[Stored items]
=====
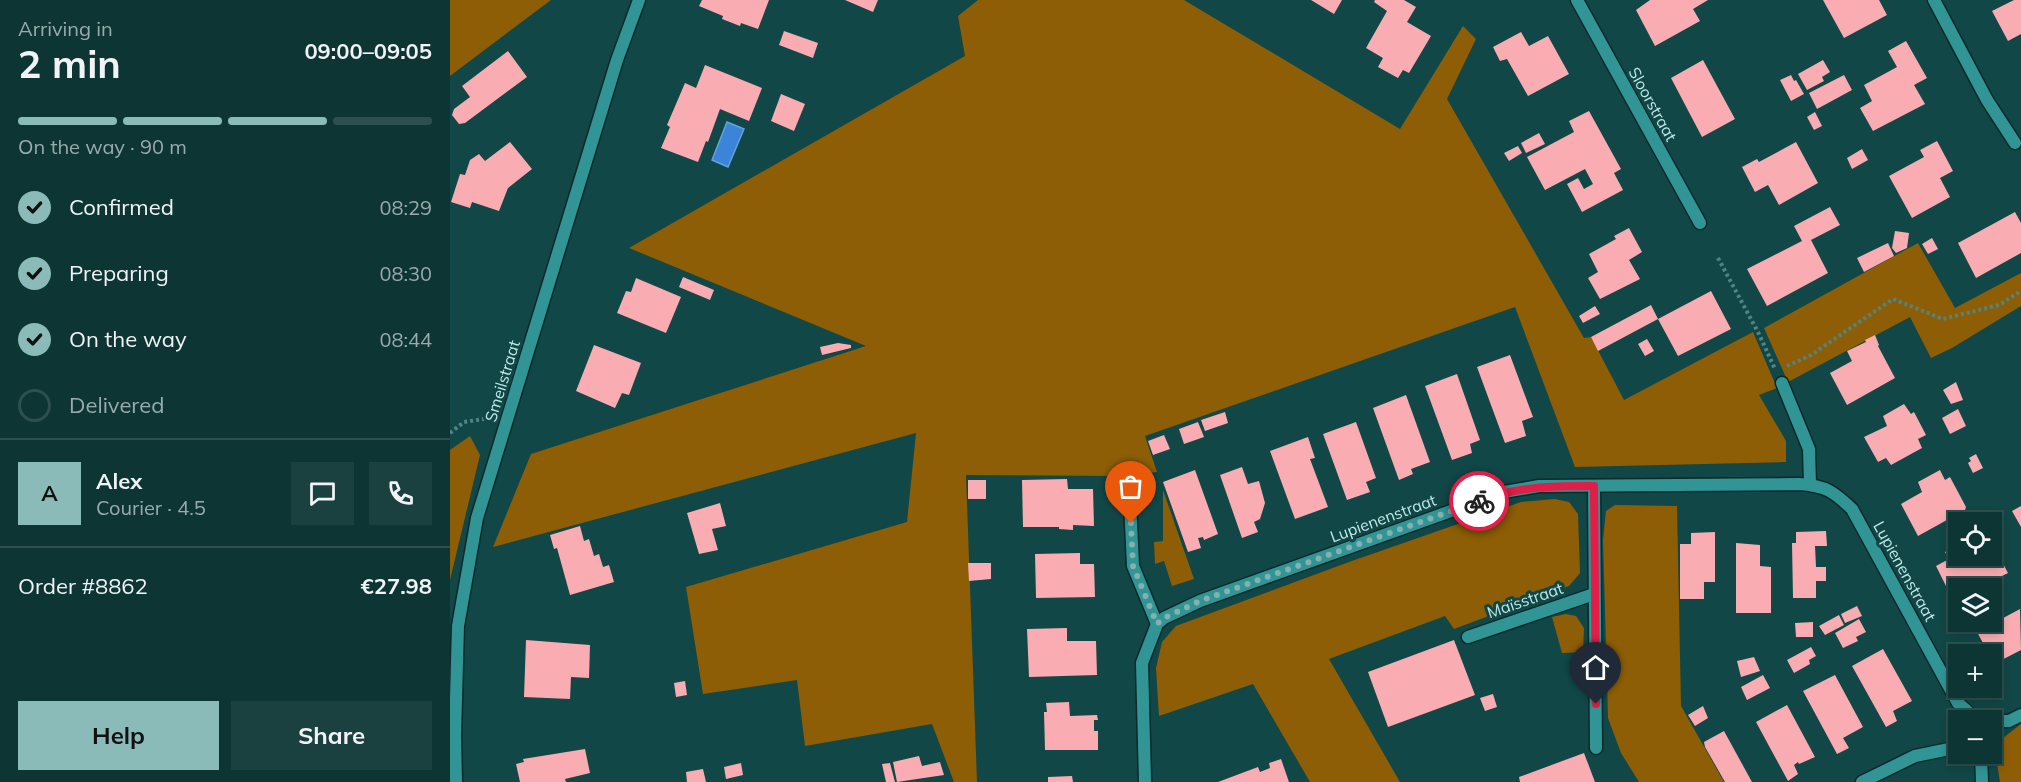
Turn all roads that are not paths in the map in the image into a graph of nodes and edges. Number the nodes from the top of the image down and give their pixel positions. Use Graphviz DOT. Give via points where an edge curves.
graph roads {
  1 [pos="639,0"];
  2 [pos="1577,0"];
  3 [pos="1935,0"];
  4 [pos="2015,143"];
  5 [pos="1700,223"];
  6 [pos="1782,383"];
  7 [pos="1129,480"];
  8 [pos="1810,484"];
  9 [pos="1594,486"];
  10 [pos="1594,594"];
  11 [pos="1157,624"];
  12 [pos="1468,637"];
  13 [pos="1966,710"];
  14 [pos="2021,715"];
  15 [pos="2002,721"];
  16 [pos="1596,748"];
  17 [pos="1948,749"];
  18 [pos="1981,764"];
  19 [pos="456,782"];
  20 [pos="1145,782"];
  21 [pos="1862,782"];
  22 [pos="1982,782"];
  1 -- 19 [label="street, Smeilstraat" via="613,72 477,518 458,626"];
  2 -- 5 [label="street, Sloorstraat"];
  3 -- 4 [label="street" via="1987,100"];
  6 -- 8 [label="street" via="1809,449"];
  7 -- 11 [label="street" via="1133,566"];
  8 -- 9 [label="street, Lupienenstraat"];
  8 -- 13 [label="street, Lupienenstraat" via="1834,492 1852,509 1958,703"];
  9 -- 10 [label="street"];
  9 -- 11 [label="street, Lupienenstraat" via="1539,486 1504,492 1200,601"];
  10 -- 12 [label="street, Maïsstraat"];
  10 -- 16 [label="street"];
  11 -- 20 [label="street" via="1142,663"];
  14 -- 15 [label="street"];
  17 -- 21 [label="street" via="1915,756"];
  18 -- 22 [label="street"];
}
=====
If pictures appear among the records, do not carry them over; retype the rest exactly.

### [WORKED SOLUTION]
Turn all roads that are not paths in the map in the image into a graph of nodes and edges. Number the nodes from the top of the image down and give their pixel positions. Use Graphviz DOT. Give via points where an edge curves.
graph roads {
  1 [pos="639,0"];
  2 [pos="1577,0"];
  3 [pos="1935,0"];
  4 [pos="2015,143"];
  5 [pos="1700,223"];
  6 [pos="1782,383"];
  7 [pos="1129,480"];
  8 [pos="1810,484"];
  9 [pos="1594,486"];
  10 [pos="1594,594"];
  11 [pos="1157,624"];
  12 [pos="1468,637"];
  13 [pos="1966,710"];
  14 [pos="2021,715"];
  15 [pos="2002,721"];
  16 [pos="1596,748"];
  17 [pos="1948,749"];
  18 [pos="1981,764"];
  19 [pos="456,782"];
  20 [pos="1145,782"];
  21 [pos="1862,782"];
  22 [pos="1982,782"];
  1 -- 19 [label="street, Smeilstraat" via="613,72 477,518 458,626"];
  2 -- 5 [label="street, Sloorstraat"];
  3 -- 4 [label="street" via="1987,100"];
  6 -- 8 [label="street" via="1809,449"];
  7 -- 11 [label="street" via="1133,566"];
  8 -- 9 [label="street, Lupienenstraat"];
  8 -- 13 [label="street, Lupienenstraat" via="1834,492 1852,509 1958,703"];
  9 -- 10 [label="street"];
  9 -- 11 [label="street, Lupienenstraat" via="1539,486 1504,492 1200,601"];
  10 -- 12 [label="street, Maïsstraat"];
  10 -- 16 [label="street"];
  11 -- 20 [label="street" via="1142,663"];
  14 -- 15 [label="street"];
  17 -- 21 [label="street" via="1915,756"];
  18 -- 22 [label="street"];
}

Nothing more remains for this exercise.